WHAT TO PRODUCE:
Where does the string "then" appear in the records? Copy every line that contains it.

MATERIAL TO PROCESS:

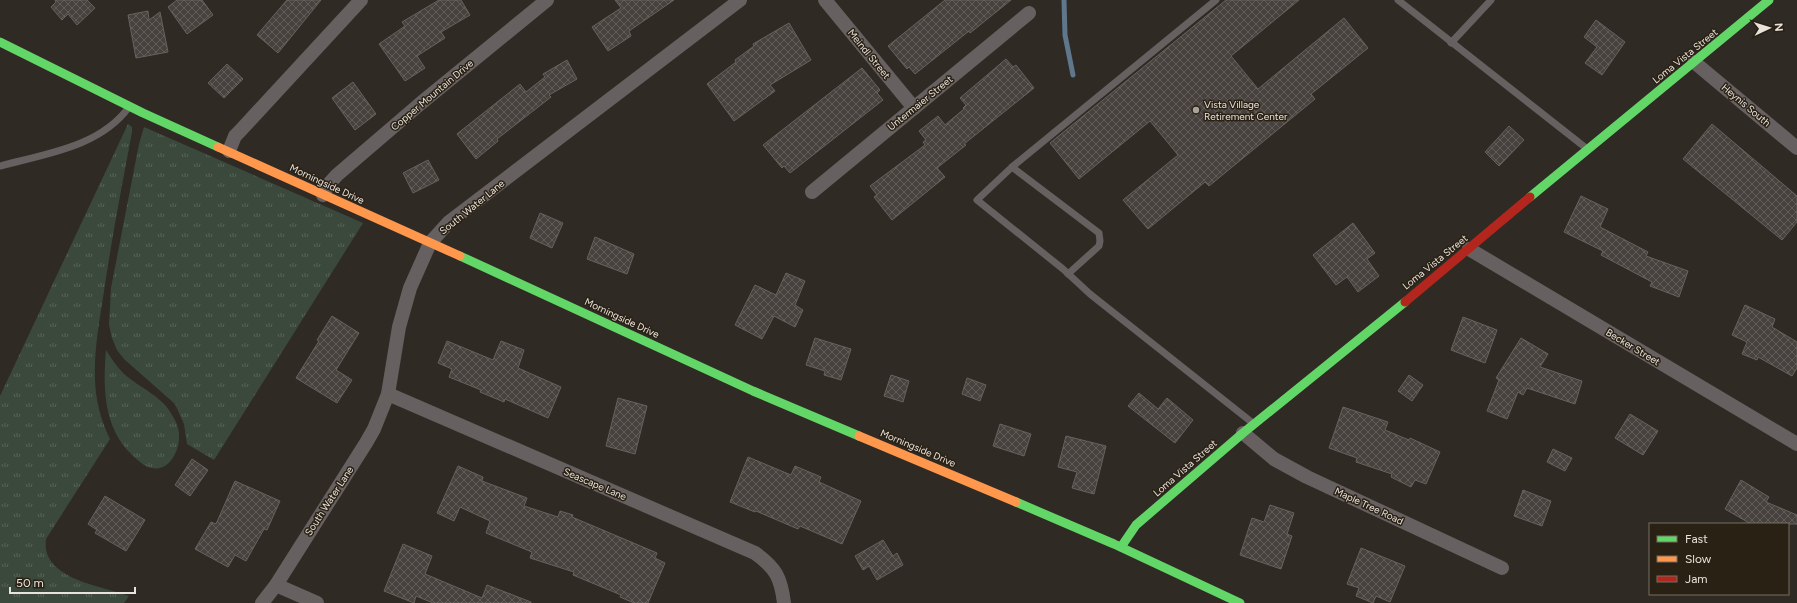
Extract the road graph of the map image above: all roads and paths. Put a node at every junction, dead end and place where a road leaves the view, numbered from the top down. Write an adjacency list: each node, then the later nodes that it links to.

---

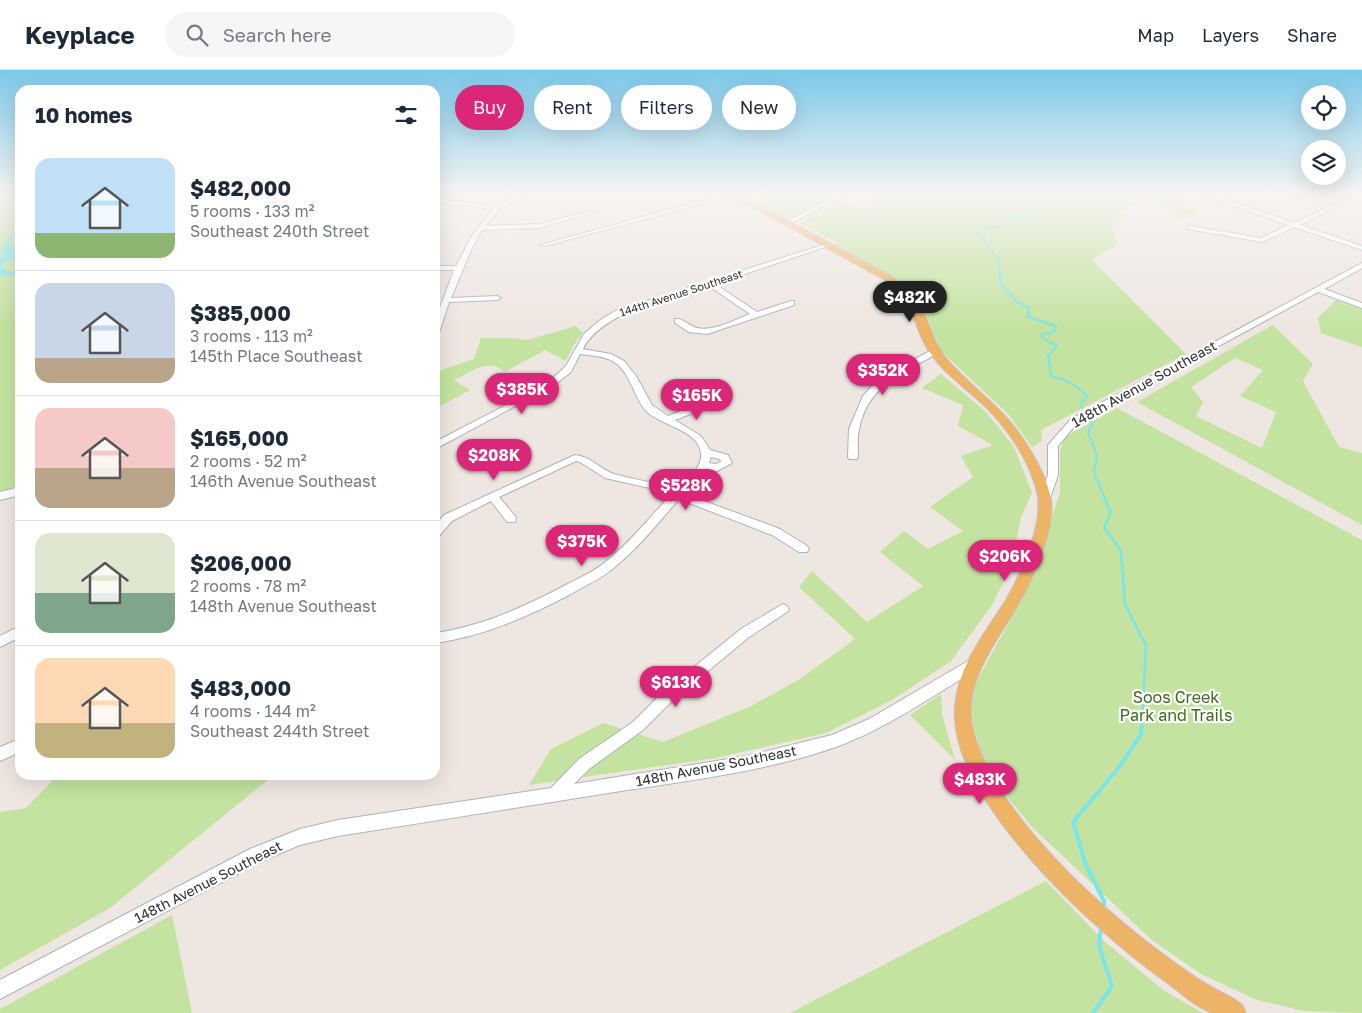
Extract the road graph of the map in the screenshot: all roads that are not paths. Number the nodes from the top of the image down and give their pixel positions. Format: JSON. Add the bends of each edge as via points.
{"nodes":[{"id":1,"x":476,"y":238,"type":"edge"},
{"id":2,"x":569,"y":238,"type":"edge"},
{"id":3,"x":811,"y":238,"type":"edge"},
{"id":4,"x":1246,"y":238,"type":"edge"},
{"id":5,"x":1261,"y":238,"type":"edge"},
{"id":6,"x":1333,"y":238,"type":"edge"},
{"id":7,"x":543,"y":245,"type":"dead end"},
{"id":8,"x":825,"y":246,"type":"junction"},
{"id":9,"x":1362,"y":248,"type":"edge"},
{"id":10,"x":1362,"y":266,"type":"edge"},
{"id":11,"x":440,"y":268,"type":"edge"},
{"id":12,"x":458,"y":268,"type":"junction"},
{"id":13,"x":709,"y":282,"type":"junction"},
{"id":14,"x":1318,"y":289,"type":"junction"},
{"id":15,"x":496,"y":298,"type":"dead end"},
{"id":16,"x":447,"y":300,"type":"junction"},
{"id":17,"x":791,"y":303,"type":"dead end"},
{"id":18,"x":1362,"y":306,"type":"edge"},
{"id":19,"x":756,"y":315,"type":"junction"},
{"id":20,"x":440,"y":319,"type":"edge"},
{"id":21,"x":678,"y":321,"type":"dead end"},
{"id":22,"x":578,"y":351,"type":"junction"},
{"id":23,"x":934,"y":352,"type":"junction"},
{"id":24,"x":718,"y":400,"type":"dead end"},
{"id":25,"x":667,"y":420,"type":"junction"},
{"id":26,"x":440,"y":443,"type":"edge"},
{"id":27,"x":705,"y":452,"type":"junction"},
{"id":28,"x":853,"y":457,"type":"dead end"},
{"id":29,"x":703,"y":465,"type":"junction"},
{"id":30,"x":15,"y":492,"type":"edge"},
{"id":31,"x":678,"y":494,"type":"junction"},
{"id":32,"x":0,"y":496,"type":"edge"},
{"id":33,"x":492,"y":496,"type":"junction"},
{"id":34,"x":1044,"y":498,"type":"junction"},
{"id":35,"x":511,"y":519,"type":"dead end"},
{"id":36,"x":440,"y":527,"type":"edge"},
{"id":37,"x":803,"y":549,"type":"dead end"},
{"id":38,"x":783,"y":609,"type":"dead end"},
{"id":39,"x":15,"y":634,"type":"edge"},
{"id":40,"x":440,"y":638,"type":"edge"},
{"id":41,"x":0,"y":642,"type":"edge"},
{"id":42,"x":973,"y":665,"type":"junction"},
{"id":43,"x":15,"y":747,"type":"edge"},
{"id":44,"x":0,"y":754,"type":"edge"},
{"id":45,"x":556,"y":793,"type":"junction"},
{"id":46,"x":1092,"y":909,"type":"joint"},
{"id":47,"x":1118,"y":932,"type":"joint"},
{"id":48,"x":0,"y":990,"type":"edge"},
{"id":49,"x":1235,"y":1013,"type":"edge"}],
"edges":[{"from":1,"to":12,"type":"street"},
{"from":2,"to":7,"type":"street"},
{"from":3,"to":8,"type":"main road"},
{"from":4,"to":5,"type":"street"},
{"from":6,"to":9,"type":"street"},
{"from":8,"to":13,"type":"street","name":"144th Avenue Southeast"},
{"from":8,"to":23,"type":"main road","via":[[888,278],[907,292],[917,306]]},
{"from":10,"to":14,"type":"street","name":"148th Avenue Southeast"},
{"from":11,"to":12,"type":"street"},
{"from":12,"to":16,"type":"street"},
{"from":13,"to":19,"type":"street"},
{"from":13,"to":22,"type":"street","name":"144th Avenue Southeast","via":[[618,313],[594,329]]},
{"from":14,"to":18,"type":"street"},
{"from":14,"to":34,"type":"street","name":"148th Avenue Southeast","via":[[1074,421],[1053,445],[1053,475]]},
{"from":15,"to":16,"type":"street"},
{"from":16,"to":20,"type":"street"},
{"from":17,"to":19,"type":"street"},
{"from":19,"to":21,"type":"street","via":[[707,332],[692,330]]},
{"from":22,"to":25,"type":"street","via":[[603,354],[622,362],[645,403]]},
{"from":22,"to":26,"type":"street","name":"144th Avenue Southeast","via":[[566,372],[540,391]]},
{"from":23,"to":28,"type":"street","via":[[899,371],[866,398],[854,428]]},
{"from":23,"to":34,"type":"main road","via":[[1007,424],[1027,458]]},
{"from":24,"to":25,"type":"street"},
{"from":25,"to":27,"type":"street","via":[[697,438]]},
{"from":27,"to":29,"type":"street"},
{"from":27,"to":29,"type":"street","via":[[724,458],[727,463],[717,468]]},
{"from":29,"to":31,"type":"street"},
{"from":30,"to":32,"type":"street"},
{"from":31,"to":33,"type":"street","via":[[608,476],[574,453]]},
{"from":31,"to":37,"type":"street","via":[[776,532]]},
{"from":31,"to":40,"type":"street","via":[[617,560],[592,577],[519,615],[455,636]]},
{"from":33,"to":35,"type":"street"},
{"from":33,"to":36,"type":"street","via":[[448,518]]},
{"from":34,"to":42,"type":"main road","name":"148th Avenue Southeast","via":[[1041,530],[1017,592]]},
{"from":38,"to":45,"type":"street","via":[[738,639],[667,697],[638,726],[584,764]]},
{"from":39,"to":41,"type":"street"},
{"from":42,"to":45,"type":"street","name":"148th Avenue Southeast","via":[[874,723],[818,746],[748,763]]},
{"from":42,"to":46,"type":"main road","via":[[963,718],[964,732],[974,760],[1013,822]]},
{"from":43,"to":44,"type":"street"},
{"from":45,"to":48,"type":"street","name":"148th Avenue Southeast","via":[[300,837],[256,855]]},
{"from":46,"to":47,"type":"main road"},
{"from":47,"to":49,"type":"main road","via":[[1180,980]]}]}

---

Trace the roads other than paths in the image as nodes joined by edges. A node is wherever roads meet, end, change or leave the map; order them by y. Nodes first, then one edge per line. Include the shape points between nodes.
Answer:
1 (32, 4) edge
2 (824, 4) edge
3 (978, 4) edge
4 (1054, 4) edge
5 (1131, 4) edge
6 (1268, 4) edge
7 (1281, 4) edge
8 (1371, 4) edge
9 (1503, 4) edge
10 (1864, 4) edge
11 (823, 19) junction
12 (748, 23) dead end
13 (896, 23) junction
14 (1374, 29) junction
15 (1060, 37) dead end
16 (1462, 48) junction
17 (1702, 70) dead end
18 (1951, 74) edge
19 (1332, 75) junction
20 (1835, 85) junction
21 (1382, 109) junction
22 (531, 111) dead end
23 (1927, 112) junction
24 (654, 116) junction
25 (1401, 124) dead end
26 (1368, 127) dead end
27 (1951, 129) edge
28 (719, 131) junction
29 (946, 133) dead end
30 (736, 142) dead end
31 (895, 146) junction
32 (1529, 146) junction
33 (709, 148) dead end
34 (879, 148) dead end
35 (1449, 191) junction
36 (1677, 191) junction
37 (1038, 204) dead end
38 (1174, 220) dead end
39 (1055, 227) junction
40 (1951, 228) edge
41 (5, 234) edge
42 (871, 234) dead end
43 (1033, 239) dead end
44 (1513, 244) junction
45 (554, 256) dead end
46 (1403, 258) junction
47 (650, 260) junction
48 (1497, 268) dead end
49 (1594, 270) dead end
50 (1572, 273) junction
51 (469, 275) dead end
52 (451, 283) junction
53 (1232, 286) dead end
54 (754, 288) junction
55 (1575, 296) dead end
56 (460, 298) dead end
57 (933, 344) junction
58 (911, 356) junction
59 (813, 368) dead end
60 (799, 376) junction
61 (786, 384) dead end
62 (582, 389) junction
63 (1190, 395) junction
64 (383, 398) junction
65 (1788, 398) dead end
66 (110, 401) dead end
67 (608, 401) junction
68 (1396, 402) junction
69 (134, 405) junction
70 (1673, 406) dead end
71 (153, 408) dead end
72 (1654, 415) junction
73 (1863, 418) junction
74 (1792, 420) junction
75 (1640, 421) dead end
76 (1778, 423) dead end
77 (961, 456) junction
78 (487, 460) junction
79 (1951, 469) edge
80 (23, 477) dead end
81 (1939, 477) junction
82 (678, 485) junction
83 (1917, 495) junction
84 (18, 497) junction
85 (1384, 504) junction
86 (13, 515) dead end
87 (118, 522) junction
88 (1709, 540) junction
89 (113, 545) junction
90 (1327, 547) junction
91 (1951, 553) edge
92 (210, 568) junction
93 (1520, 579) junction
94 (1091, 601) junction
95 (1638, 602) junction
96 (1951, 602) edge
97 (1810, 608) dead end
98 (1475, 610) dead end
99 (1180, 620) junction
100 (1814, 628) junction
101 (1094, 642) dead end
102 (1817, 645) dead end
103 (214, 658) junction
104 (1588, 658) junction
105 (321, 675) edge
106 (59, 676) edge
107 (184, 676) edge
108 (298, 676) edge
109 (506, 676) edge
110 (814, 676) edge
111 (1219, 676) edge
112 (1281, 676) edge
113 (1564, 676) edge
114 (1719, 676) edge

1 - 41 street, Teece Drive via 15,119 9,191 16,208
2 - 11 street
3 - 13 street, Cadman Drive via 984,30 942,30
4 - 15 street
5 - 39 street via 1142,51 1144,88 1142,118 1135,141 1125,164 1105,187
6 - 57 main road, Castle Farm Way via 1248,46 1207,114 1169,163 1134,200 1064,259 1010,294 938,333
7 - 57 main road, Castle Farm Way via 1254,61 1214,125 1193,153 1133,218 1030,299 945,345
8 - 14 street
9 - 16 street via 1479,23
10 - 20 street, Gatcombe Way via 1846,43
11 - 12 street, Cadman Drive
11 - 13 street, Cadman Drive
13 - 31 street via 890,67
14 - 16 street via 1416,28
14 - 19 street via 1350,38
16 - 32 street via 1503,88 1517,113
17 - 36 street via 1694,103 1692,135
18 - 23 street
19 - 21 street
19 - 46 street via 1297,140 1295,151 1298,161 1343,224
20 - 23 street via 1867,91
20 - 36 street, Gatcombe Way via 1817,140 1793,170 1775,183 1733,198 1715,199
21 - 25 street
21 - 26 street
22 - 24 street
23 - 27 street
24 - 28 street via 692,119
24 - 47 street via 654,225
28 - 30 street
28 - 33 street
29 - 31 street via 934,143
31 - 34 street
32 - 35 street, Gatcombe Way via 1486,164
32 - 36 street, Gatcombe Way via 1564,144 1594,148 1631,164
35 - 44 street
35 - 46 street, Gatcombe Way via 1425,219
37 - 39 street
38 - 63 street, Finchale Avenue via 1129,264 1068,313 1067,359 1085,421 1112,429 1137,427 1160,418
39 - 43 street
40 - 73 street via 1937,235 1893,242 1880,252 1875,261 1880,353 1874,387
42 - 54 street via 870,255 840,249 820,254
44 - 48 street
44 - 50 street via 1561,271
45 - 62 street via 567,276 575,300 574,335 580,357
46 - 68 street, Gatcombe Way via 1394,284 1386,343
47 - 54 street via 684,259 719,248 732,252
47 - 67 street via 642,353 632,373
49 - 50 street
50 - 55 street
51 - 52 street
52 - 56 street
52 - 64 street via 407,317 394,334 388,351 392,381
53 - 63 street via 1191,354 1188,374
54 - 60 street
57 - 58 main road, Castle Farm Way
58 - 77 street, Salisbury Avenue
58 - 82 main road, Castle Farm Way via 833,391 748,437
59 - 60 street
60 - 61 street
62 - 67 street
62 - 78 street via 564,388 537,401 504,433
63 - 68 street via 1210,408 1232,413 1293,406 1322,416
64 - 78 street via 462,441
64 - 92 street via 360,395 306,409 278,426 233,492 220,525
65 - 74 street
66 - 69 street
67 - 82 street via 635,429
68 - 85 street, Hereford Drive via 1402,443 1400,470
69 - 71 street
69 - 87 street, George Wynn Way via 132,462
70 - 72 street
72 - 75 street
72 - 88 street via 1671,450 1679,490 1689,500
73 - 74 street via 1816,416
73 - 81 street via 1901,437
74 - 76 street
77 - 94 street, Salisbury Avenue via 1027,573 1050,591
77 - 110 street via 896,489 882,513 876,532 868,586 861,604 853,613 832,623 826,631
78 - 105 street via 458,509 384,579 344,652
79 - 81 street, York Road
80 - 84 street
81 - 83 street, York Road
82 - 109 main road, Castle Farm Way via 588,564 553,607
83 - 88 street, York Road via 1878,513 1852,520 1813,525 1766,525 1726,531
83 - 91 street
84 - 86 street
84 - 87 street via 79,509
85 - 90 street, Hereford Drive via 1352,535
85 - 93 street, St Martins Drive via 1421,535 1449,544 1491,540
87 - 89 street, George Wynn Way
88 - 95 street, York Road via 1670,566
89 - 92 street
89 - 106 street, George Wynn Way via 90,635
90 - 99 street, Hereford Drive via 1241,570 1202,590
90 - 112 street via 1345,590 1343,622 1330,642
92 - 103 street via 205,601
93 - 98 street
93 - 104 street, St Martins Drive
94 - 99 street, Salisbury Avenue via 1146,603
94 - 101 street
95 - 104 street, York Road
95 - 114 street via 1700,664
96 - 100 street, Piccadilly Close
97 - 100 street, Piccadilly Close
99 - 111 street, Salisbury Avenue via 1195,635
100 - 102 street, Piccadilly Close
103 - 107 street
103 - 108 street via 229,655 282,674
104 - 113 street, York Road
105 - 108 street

OUTPUT FOR THIS TASK:
Extract the road graph of the map image above: all roads and paths. Put a node at every junction, dead end and place where a road leaves the view, numbered from the top down. Write an adjacency list: each node, then the later nodes that it links to.
Trace the roads other than paths in the image as nodes joined by edges. A node is wherever roads meet, end, change or leave the map; order them by y. Nodes first, then one edge per line. Include the shape points between nodes.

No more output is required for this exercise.